Por ello la escultura renacentista del siglo XVI se desarrolla en España en distintas épocas y a niveles diferentes según las regiones o los artistas que ejercen el oficio. En los primeros años de la centuria llegan a nuestras tierras obras italianas y se produce la marcha de algunos de nuestros escultores a Italia, donde aprenden de primera mano las nuevas normas en los centros más progresistas del arte italiano, fuese Florencia o Roma, e incluso en Nápoles. A su vuelta los mejores de ellos como Berruguete, Diego de Siloe y Ordóñez revolucionarán la escultura española a través de la castellana avanzando incluso la nueva derivación manierista, intelectualoide y abstracta del Cinquecento italiano, casi al tiempo que se produce en Italia. Por las mismas fechas se asientan en España artistas extranjeros, unos italianos, los menos, como Jacopo Florentino el Indaco, Doménico Fancelli -en breve estancia- o el Torriggiano. Otros, procedentes de tierras bajo el dominio o la influencia española, fueran flamencos o franceses como Felipe Bigarny, a los que se les acoge como representantes de la nueva moda, menos correcta en los segundos. En este ambiente dinámico y creador, a veces imperfecto en lo formal, destacan otras personalidades como Valmaseda o Vasco de la Zarza, que como Forment en Aragón aprenden lo italiano por vías no bien determinadas.

Todos ellos captan las novedades y las trasplantan a las formas, creándose escuelas entre las que destaca como más progresiva, entre las castellanas, la de Burgos. Estas, las castellanas, absorben prácticamente la actividad escultórica española por el carácter itinerante de los artistas, condicionado a su vez por los encargos dispersos en su geografía de la realeza, la nobleza o el clero.
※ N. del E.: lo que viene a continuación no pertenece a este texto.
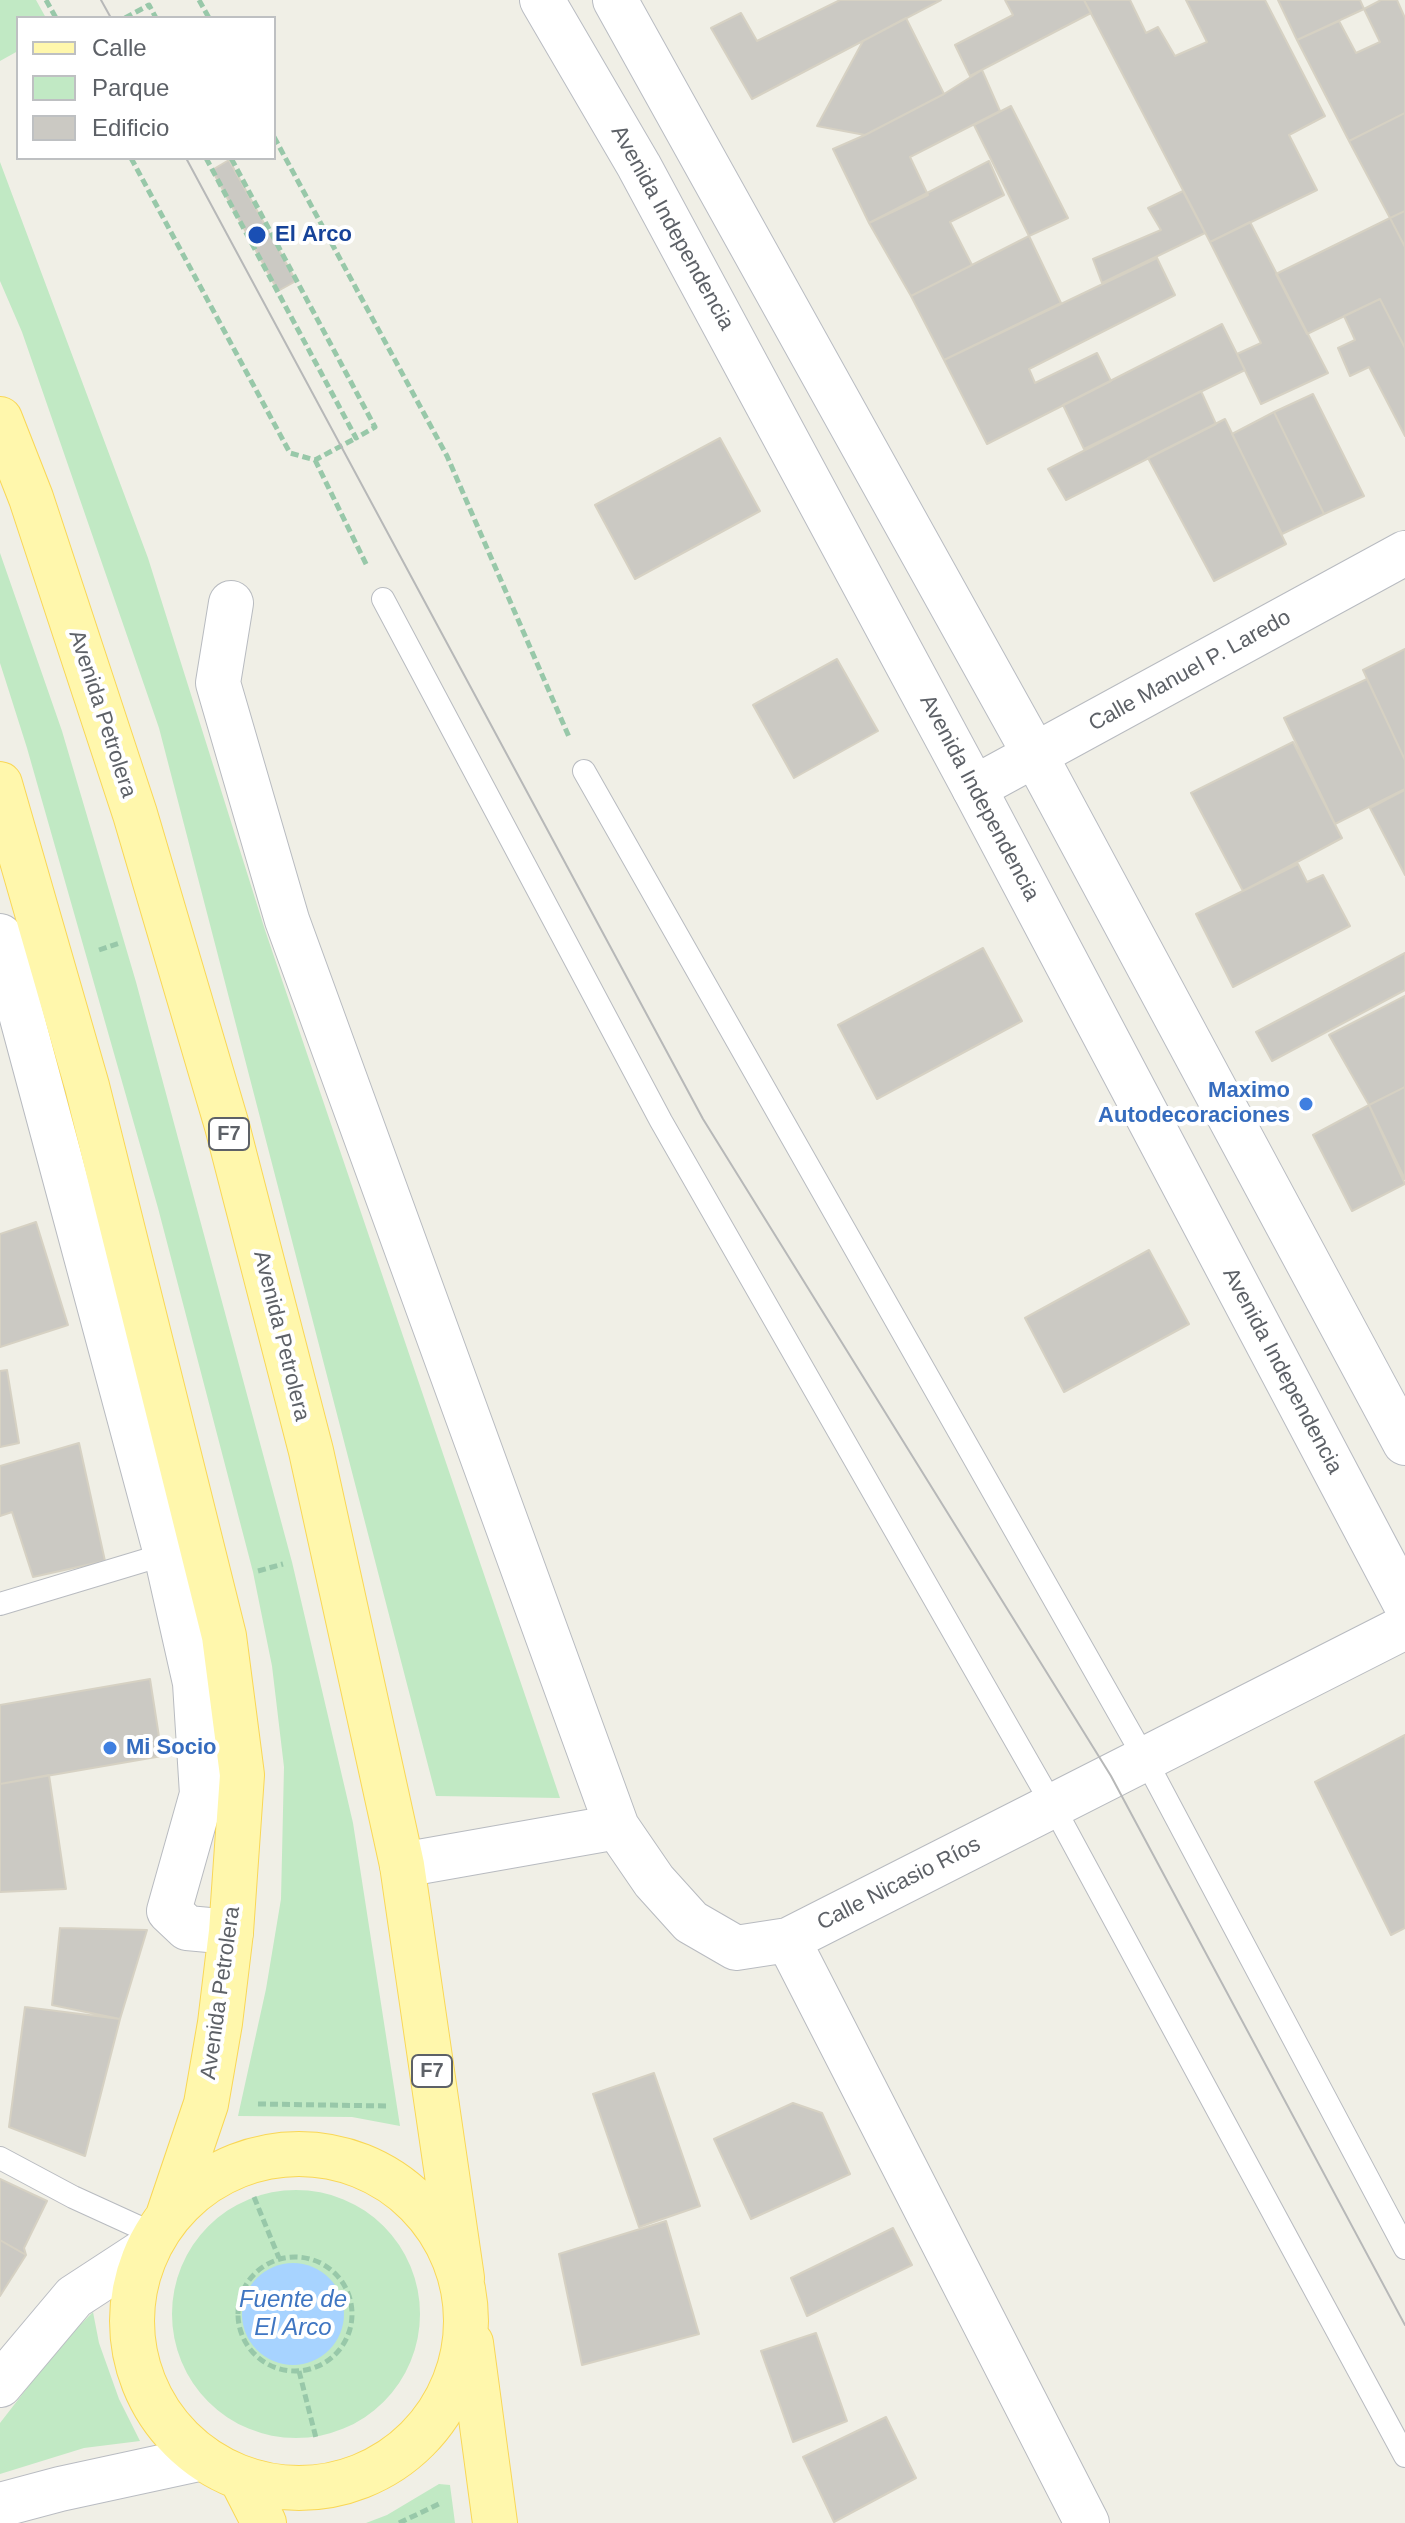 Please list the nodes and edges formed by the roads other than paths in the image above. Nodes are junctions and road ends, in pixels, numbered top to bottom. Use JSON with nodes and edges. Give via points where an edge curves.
{"nodes":[{"id":1,"x":542,"y":0,"type":"edge"},
{"id":2,"x":615,"y":0,"type":"edge"},
{"id":3,"x":0,"y":419,"type":"edge"},
{"id":4,"x":1405,"y":553,"type":"edge"},
{"id":5,"x":383,"y":599,"type":"road end"},
{"id":6,"x":231,"y":603,"type":"dead end"},
{"id":7,"x":1035,"y":755,"type":"junction"},
{"id":8,"x":584,"y":771,"type":"road end"},
{"id":9,"x":0,"y":784,"type":"edge"},
{"id":10,"x":974,"y":788,"type":"junction"},
{"id":11,"x":4,"y":962,"type":"edge"},
{"id":12,"x":1405,"y":1443,"type":"edge"},
{"id":13,"x":166,"y":1554,"type":"junction"},
{"id":14,"x":1405,"y":1603,"type":"edge"},
{"id":15,"x":0,"y":1604,"type":"edge"},
{"id":16,"x":1405,"y":1627,"type":"edge"},
{"id":17,"x":1145,"y":1759,"type":"junction"},
{"id":18,"x":1053,"y":1806,"type":"junction"},
{"id":19,"x":617,"y":1827,"type":"junction"},
{"id":20,"x":402,"y":1865,"type":"junction"},
{"id":21,"x":231,"y":1932,"type":"junction"},
{"id":22,"x":788,"y":1940,"type":"junction"},
{"id":23,"x":0,"y":2158,"type":"edge"},
{"id":24,"x":155,"y":2234,"type":"junction"},
{"id":25,"x":1405,"y":2248,"type":"edge"},
{"id":26,"x":464,"y":2296,"type":"junction"},
{"id":27,"x":0,"y":2385,"type":"edge"},
{"id":28,"x":1405,"y":2456,"type":"edge"},
{"id":29,"x":222,"y":2468,"type":"junction"},
{"id":30,"x":0,"y":2505,"type":"edge"},
{"id":31,"x":264,"y":2523,"type":"edge"},
{"id":32,"x":495,"y":2523,"type":"edge"},
{"id":33,"x":1087,"y":2523,"type":"edge"}],
"edges":[{"from":1,"to":10,"type":"street","name":"Avenida Independencia","via":[[639,166]]},
{"from":2,"to":7,"type":"street"},
{"from":3,"to":20,"type":"main road","name":"Avenida Petrolera","number":"F7","via":[[130,799],[227,1126],[311,1451]]},
{"from":4,"to":7,"type":"street","name":"Calle Manuel P. Laredo"},
{"from":5,"to":18,"type":"lane","via":[[661,1121]]},
{"from":6,"to":19,"type":"street","name":"Calle Nicasio Ríos","via":[[218,683],[287,920]]},
{"from":7,"to":10,"type":"street","name":"Calle Manuel P. Laredo"},
{"from":7,"to":12,"type":"street"},
{"from":8,"to":17,"type":"lane"},
{"from":9,"to":21,"type":"main road","name":"Avenida Petrolera","via":[[87,1086],[224,1636],[242,1775]]},
{"from":10,"to":14,"type":"street","name":"Avenida Independencia"},
{"from":11,"to":13,"type":"street"},
{"from":13,"to":15,"type":"lane"},
{"from":13,"to":21,"type":"street","via":[[195,1683],[202,1794],[169,1911],[187,1928]]},
{"from":16,"to":17,"type":"street","name":"Calle Nicasio Ríos"},
{"from":17,"to":18,"type":"street","name":"Calle Nicasio Ríos"},
{"from":17,"to":25,"type":"lane"},
{"from":18,"to":22,"type":"street","name":"Calle Nicasio Ríos"},
{"from":18,"to":28,"type":"lane"},
{"from":19,"to":20,"type":"street"},
{"from":19,"to":22,"type":"street","name":"Calle Nicasio Ríos","via":[[691,1922],[736,1948]]},
{"from":20,"to":26,"type":"main road","name":"Avenida Petrolera","number":"F7"},
{"from":21,"to":24,"type":"main road","name":"Avenida Petrolera","via":[[206,2104]]},
{"from":22,"to":33,"type":"street"},
{"from":23,"to":24,"type":"lane"},
{"from":24,"to":26,"type":"main road","number":"F7","via":[[192,2193],[235,2167],[263,2157],[312,2154],[360,2164],[418,2202],[442,2233]]},
{"from":24,"to":27,"type":"street","via":[[74,2297]]},
{"from":24,"to":29,"type":"main road","name":"Avenida Petrolera","via":[[132,2307],[138,2368],[166,2423]]},
{"from":26,"to":29,"type":"main road","number":"F7","via":[[461,2364],[448,2397],[429,2427],[391,2461],[318,2487],[289,2488]]},
{"from":26,"to":32,"type":"main road","name":"Avenida Petrolera","number":"F7"},
{"from":29,"to":30,"type":"street","via":[[60,2489]]},
{"from":29,"to":31,"type":"main road"}]}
Siguen unos años de asimilación más serena y productiva en los que a las creaciones tardías de un Bigarny, que supera con éxito por su profesionalidad el confrontamiento con Berruguete en Toledo, y las ya esporádicas de Siloe, asentado en Granada y más dedicado a la arquitectura, se añaden las realizaciones de Juni, dinámicas, originales y de poderosa vitalidad que capta la savia tradicional en sus grandes composiciones, la obra de los Corral de Villalpando, derroche de inventiva en Medina de Rioseco y la mucho más italianizada y correctísima de Becerra, que con su retablo de Astorga y el problemático de Briviesca introducen el manierismo romano miguelangelesco. Valladolid sustituye a Burgos como centro principal de la plástica castellana y el foco toledano surgido al calor de la obra del coro de su catedral atrae a una pléyade de profesionales de primera fila como el propio hijo de Felipe Bigarny, Gregorio Pardo o Bigarny, el enigmático Jamete o el abulense Vázquez el Viejo, que luego marcha a Sevilla donde propiciará, con otros escultores atraídos por el esplendor de nuestro Puerto de Indias, el desarrollo de la escultura sevillana del último tercio del siglo XVI. Otros centros castellanos, como el palentino o el abulense, o los de Sigüenza o Cuenca, desarrollan una interesante labor escultórica.